(Given entries)
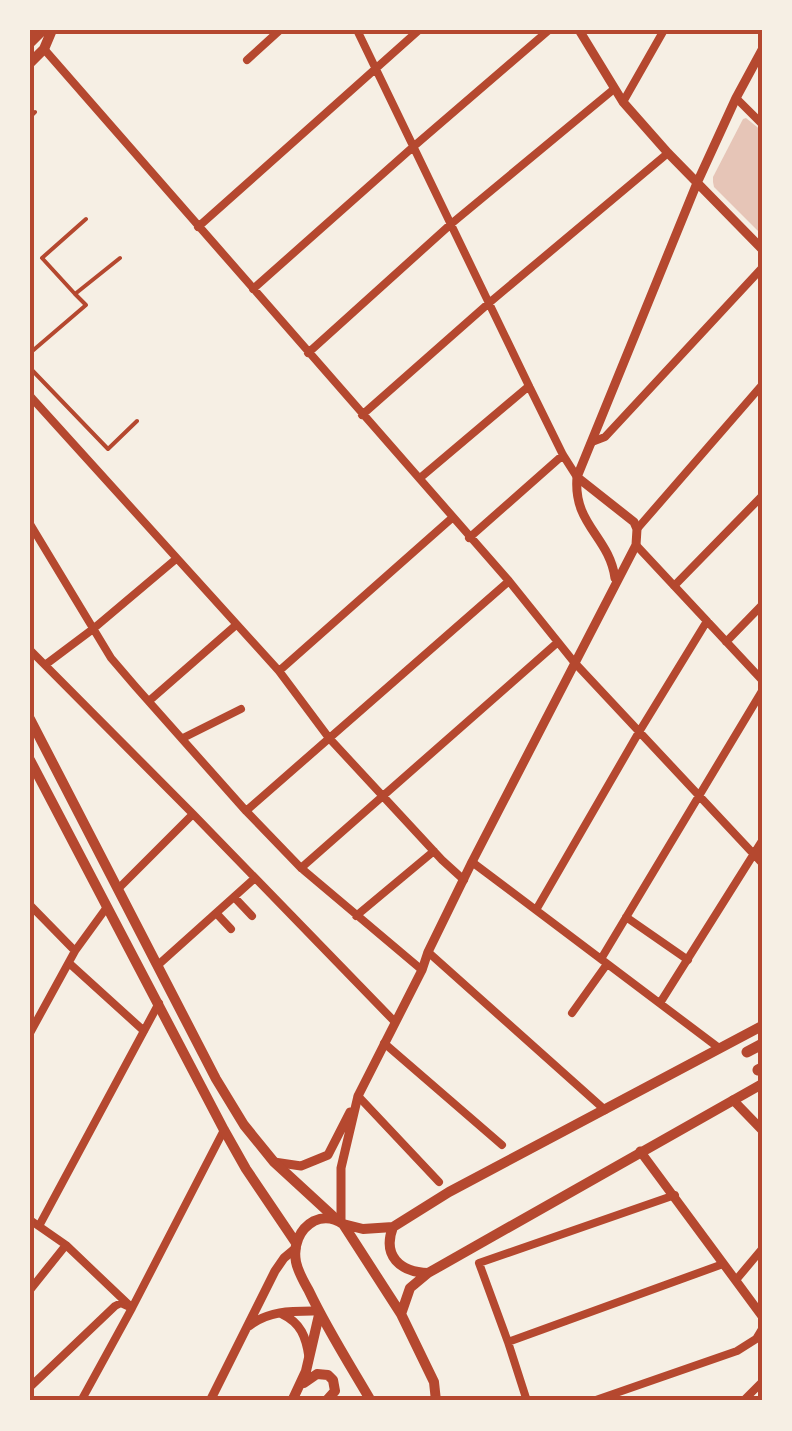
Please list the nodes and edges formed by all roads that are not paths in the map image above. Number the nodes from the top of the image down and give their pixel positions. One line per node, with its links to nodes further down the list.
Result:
1 (42, 30): 9 (main road)
2 (52, 30): 10 (main road)
3 (280, 30): 12 (street)
4 (357, 30): 14 (street)
5 (419, 30): 14 (street)
6 (549, 30): 21 (street)
7 (579, 30): 15 (street)
8 (664, 30): 17 (street)
9 (30, 43)
10 (44, 48): 13 (main road); 26 (street)
11 (762, 50): 16 (street)
12 (247, 60)
13 (30, 62)
14 (375, 68): 21 (street); 26 (street)
15 (614, 89): 17 (street); 25 (street)
16 (736, 98): 20 (street); 23 (street)
17 (623, 102): 22 (street)
18 (35, 112): 19 (lane)
19 (30, 117)
20 (762, 124)
21 (412, 147): 25 (street); 30 (street)
22 (668, 153): 23 (street); 32 (street)
23 (697, 183): 27 (street); 43 (street)
24 (86, 219): 31 (lane)
25 (450, 224): 32 (street); 36 (street)
26 (198, 226): 30 (street)
27 (762, 249)
28 (120, 258): 31 (lane)
29 (762, 268): 43 (street)
30 (253, 289): 36 (street)
31 (76, 294): 34 (lane)
32 (489, 303): 39 (street); 41 (street)
33 (30, 340): 34 (lane)
34 (37, 347): 35 (lane)
35 (30, 352)
36 (308, 353): 41 (street)
37 (30, 368): 42 (lane)
38 (762, 385): 50 (street)
39 (529, 386): 44 (street); 46 (street)
40 (30, 396): 53 (street)
41 (362, 415): 46 (street)
42 (137, 421)
43 (592, 442): 45 (street)
44 (563, 455): 45 (street); 51 (street)
45 (577, 477): 50 (street); 55 (street)
46 (420, 478): 48 (street)
47 (762, 496): 56 (street)
48 (452, 518): 51 (street); 66 (street)
49 (30, 524): 60 (street)
50 (638, 529): 52 (street)
51 (470, 538): 54 (street)
52 (636, 544): 55 (street); 56 (street)
53 (176, 559): 59 (street); 60 (street)
54 (509, 581): 61 (street); 74 (street)
55 (616, 581): 64 (street)
56 (674, 586): 58 (street)
57 (762, 605): 62 (street)
58 (707, 621): 62 (street); 72 (street)
59 (236, 625): 66 (street); 69 (street)
60 (93, 630): 65 (street); 69 (street)
61 (558, 642): 64 (street); 77 (street)
62 (726, 642): 67 (street)
63 (30, 650): 65 (street)
64 (574, 662): 72 (street); 83 (street)
65 (45, 665): 79 (street)
66 (278, 671): 74 (street)
67 (762, 680)
68 (762, 691): 76 (street)
69 (149, 701): 73 (street)
70 (241, 709): 73 (street)
71 (30, 719): 88 (main road)
72 (639, 732): 76 (street); 92 (street)
73 (183, 738): 78 (street)
74 (329, 738): 77 (street); 78 (street)
75 (30, 760): 91 (main road)
76 (700, 795): 82 (street); 96 (street)
77 (382, 797): 81 (street); 85 (street)
78 (246, 811): 85 (street)
79 (193, 814): 86 (street); 88 (street)
80 (762, 841): 82 (street)
81 (434, 851): 87 (street); 95 (street)
82 (754, 854): 84 (street); 100 (street)
83 (472, 862): 87 (street); 92 (street)
84 (762, 863)
85 (302, 868): 95 (street)
86 (255, 878): 89 (street); 108 (street)
87 (464, 880): 99 (street)
88 (119, 888): 103 (main road)
89 (235, 898): 93 (street); 94 (street)
90 (30, 905): 98 (street)
91 (107, 907): 98 (street); 106 (main road)
92 (536, 910): 101 (street)
93 (217, 914): 97 (street); 103 (street)
94 (252, 916)
95 (356, 916): 104 (street)
96 (626, 917): 100 (street); 101 (street)
97 (231, 929)
98 (75, 951): 102 (street)
99 (428, 952): 104 (street); 119 (street)
100 (688, 960): 105 (street)
101 (604, 961): 105 (street); 107 (street)
102 (69, 964): 110 (street); 111 (street)
103 (158, 965): 124 (main road)
104 (422, 970): 108 (street)
105 (660, 1003): 114 (street)
106 (159, 1004): 110 (street); 120 (main road)
107 (572, 1013)
108 (394, 1022): 112 (street)
109 (762, 1026): 114 (main road)
110 (144, 1031): 129 (street)
111 (30, 1032)
112 (384, 1043): 117 (street); 122 (street)
113 (762, 1044): 115 (main road)
114 (719, 1048): 119 (main road)
115 (747, 1052)
116 (761, 1074): 118 (main road)
117 (358, 1096): 124 (street); 125 (street); 128 (street)
118 (733, 1100): 121 (street); 123 (main road)
119 (605, 1110): 130 (main road)
120 (224, 1130): 132 (main road); 138 (street)
121 (762, 1130)
122 (502, 1144)
123 (640, 1151): 126 (street); 135 (main road)
124 (274, 1162): 128 (main road)
125 (440, 1182)
126 (675, 1196): 134 (street); 145 (street)
127 (30, 1220): 129 (street)
128 (340, 1222): 130 (main road); 132 (main road); 141 (main road)
129 (40, 1226): 131 (street)
130 (392, 1227): 135 (main road)
131 (66, 1245): 137 (street); 138 (street)
132 (296, 1246): 139 (main road); 143 (street)
133 (762, 1250): 136 (street)
134 (723, 1264): 136 (street); 145 (street)
135 (428, 1273): 141 (main road)
136 (736, 1280): 142 (street)
137 (30, 1290)
138 (132, 1308): 148 (street); 150 (street)
139 (319, 1312): 140 (street); 146 (main road); 154 (main road)
140 (279, 1313): 143 (street); 146 (street)
141 (401, 1314): 155 (main road)
142 (762, 1316)
143 (249, 1326): 151 (street)
144 (762, 1330): 157 (street)
145 (508, 1342): 156 (street)
146 (309, 1359): 149 (main road)
147 (762, 1382): 158 (street)
148 (30, 1387)
149 (300, 1388): 152 (main road); 153 (main road)
150 (81, 1401)
151 (210, 1401)
152 (292, 1401)
153 (326, 1401)
154 (371, 1401)
155 (436, 1401)
156 (526, 1401)
157 (593, 1401)
158 (742, 1401)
(End Given entries)
Work required → Images stay out; everything else in the records must be given again exactly.

Solution to the exercise →
Please list the nodes and edges formed by all roads that are not paths in the map image above. Number the nodes from the top of the image down and give their pixel positions. One line per node, with its links to nodes further down the list.
Result:
1 (42, 30): 9 (main road)
2 (52, 30): 10 (main road)
3 (280, 30): 12 (street)
4 (357, 30): 14 (street)
5 (419, 30): 14 (street)
6 (549, 30): 21 (street)
7 (579, 30): 15 (street)
8 (664, 30): 17 (street)
9 (30, 43)
10 (44, 48): 13 (main road); 26 (street)
11 (762, 50): 16 (street)
12 (247, 60)
13 (30, 62)
14 (375, 68): 21 (street); 26 (street)
15 (614, 89): 17 (street); 25 (street)
16 (736, 98): 20 (street); 23 (street)
17 (623, 102): 22 (street)
18 (35, 112): 19 (lane)
19 (30, 117)
20 (762, 124)
21 (412, 147): 25 (street); 30 (street)
22 (668, 153): 23 (street); 32 (street)
23 (697, 183): 27 (street); 43 (street)
24 (86, 219): 31 (lane)
25 (450, 224): 32 (street); 36 (street)
26 (198, 226): 30 (street)
27 (762, 249)
28 (120, 258): 31 (lane)
29 (762, 268): 43 (street)
30 (253, 289): 36 (street)
31 (76, 294): 34 (lane)
32 (489, 303): 39 (street); 41 (street)
33 (30, 340): 34 (lane)
34 (37, 347): 35 (lane)
35 (30, 352)
36 (308, 353): 41 (street)
37 (30, 368): 42 (lane)
38 (762, 385): 50 (street)
39 (529, 386): 44 (street); 46 (street)
40 (30, 396): 53 (street)
41 (362, 415): 46 (street)
42 (137, 421)
43 (592, 442): 45 (street)
44 (563, 455): 45 (street); 51 (street)
45 (577, 477): 50 (street); 55 (street)
46 (420, 478): 48 (street)
47 (762, 496): 56 (street)
48 (452, 518): 51 (street); 66 (street)
49 (30, 524): 60 (street)
50 (638, 529): 52 (street)
51 (470, 538): 54 (street)
52 (636, 544): 55 (street); 56 (street)
53 (176, 559): 59 (street); 60 (street)
54 (509, 581): 61 (street); 74 (street)
55 (616, 581): 64 (street)
56 (674, 586): 58 (street)
57 (762, 605): 62 (street)
58 (707, 621): 62 (street); 72 (street)
59 (236, 625): 66 (street); 69 (street)
60 (93, 630): 65 (street); 69 (street)
61 (558, 642): 64 (street); 77 (street)
62 (726, 642): 67 (street)
63 (30, 650): 65 (street)
64 (574, 662): 72 (street); 83 (street)
65 (45, 665): 79 (street)
66 (278, 671): 74 (street)
67 (762, 680)
68 (762, 691): 76 (street)
69 (149, 701): 73 (street)
70 (241, 709): 73 (street)
71 (30, 719): 88 (main road)
72 (639, 732): 76 (street); 92 (street)
73 (183, 738): 78 (street)
74 (329, 738): 77 (street); 78 (street)
75 (30, 760): 91 (main road)
76 (700, 795): 82 (street); 96 (street)
77 (382, 797): 81 (street); 85 (street)
78 (246, 811): 85 (street)
79 (193, 814): 86 (street); 88 (street)
80 (762, 841): 82 (street)
81 (434, 851): 87 (street); 95 (street)
82 (754, 854): 84 (street); 100 (street)
83 (472, 862): 87 (street); 92 (street)
84 (762, 863)
85 (302, 868): 95 (street)
86 (255, 878): 89 (street); 108 (street)
87 (464, 880): 99 (street)
88 (119, 888): 103 (main road)
89 (235, 898): 93 (street); 94 (street)
90 (30, 905): 98 (street)
91 (107, 907): 98 (street); 106 (main road)
92 (536, 910): 101 (street)
93 (217, 914): 97 (street); 103 (street)
94 (252, 916)
95 (356, 916): 104 (street)
96 (626, 917): 100 (street); 101 (street)
97 (231, 929)
98 (75, 951): 102 (street)
99 (428, 952): 104 (street); 119 (street)
100 (688, 960): 105 (street)
101 (604, 961): 105 (street); 107 (street)
102 (69, 964): 110 (street); 111 (street)
103 (158, 965): 124 (main road)
104 (422, 970): 108 (street)
105 (660, 1003): 114 (street)
106 (159, 1004): 110 (street); 120 (main road)
107 (572, 1013)
108 (394, 1022): 112 (street)
109 (762, 1026): 114 (main road)
110 (144, 1031): 129 (street)
111 (30, 1032)
112 (384, 1043): 117 (street); 122 (street)
113 (762, 1044): 115 (main road)
114 (719, 1048): 119 (main road)
115 (747, 1052)
116 (761, 1074): 118 (main road)
117 (358, 1096): 124 (street); 125 (street); 128 (street)
118 (733, 1100): 121 (street); 123 (main road)
119 (605, 1110): 130 (main road)
120 (224, 1130): 132 (main road); 138 (street)
121 (762, 1130)
122 (502, 1144)
123 (640, 1151): 126 (street); 135 (main road)
124 (274, 1162): 128 (main road)
125 (440, 1182)
126 (675, 1196): 134 (street); 145 (street)
127 (30, 1220): 129 (street)
128 (340, 1222): 130 (main road); 132 (main road); 141 (main road)
129 (40, 1226): 131 (street)
130 (392, 1227): 135 (main road)
131 (66, 1245): 137 (street); 138 (street)
132 (296, 1246): 139 (main road); 143 (street)
133 (762, 1250): 136 (street)
134 (723, 1264): 136 (street); 145 (street)
135 (428, 1273): 141 (main road)
136 (736, 1280): 142 (street)
137 (30, 1290)
138 (132, 1308): 148 (street); 150 (street)
139 (319, 1312): 140 (street); 146 (main road); 154 (main road)
140 (279, 1313): 143 (street); 146 (street)
141 (401, 1314): 155 (main road)
142 (762, 1316)
143 (249, 1326): 151 (street)
144 (762, 1330): 157 (street)
145 (508, 1342): 156 (street)
146 (309, 1359): 149 (main road)
147 (762, 1382): 158 (street)
148 (30, 1387)
149 (300, 1388): 152 (main road); 153 (main road)
150 (81, 1401)
151 (210, 1401)
152 (292, 1401)
153 (326, 1401)
154 (371, 1401)
155 (436, 1401)
156 (526, 1401)
157 (593, 1401)
158 (742, 1401)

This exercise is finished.